Could go on, but we’d be here for a while. Going back to Australia Day, you guys seen this Deadpool thing?

Fuckin’ funny. Nice to see that even the Merc with the Mouth can’t help but like Hugh Jackman (who really is just delightful). Reminded me of Ron Burgundy’s messages before the Melbourne Cup…

… and after our (I think it was) last election…

… joining our tradition of Australia Day messages that are funny despite being thinly veiled advertisements. You know what I’m talking about. And just in case you don’t, here’s Sam Kekovich:

Looking back at that, he says a few things that I can’t help but feel you wouldn’t get away completely with saying these days. Cringed at a few moments. But when I was 15 this was the funniest goddamn thing in the world. Mind you, it’s pretty easy to make a pubescent boy laugh, so yeah. Still not all that hard to make me laugh, if I’m being honest with myself.
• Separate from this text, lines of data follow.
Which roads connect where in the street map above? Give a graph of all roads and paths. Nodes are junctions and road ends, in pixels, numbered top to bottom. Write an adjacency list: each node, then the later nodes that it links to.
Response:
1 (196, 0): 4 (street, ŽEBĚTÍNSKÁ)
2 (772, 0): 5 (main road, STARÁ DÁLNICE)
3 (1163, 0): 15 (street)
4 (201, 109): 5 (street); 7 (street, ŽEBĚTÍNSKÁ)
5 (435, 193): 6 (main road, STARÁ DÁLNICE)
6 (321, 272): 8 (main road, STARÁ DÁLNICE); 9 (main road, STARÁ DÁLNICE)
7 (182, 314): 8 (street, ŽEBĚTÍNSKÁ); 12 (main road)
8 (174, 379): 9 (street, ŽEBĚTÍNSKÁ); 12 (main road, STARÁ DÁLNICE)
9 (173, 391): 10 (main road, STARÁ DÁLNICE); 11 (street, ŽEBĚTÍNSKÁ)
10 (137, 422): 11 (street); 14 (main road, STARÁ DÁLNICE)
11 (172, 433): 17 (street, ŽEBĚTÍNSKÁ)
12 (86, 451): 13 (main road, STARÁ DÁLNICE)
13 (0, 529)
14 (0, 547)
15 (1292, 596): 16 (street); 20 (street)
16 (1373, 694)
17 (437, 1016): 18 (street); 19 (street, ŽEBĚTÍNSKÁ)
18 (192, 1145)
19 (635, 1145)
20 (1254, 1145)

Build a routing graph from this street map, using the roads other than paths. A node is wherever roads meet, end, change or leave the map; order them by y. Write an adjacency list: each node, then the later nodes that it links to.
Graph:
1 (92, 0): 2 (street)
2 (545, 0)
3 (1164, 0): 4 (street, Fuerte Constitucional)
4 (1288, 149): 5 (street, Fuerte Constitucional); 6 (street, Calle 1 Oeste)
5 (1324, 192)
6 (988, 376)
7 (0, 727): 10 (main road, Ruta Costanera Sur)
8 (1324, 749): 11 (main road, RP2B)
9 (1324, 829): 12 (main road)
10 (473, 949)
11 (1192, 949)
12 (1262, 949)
Last thing I’ll mention is that the Republican movement does seem to be building up steam. All but one of the state heads have signed onto the call for an Aussie head of state, we have republicans on both sides of the federal leadership and we’re still not all that keen on Charlie taking the throne eventually. More importantly most people are probably pretty indifferent to shifts in a distant monarchy. Can’t get enough of those royal babies though, can we?

Anyway, I’ll be boarding a bus up to Whistler pretty soon. Stupidly excited about it all. Drinking and skiing and listening to the Triple J Hottest 100. That’s probably what I’m most excited about. Most likely be sitting there with the Shazam app running through the whole thing. Who’d you guys vote for?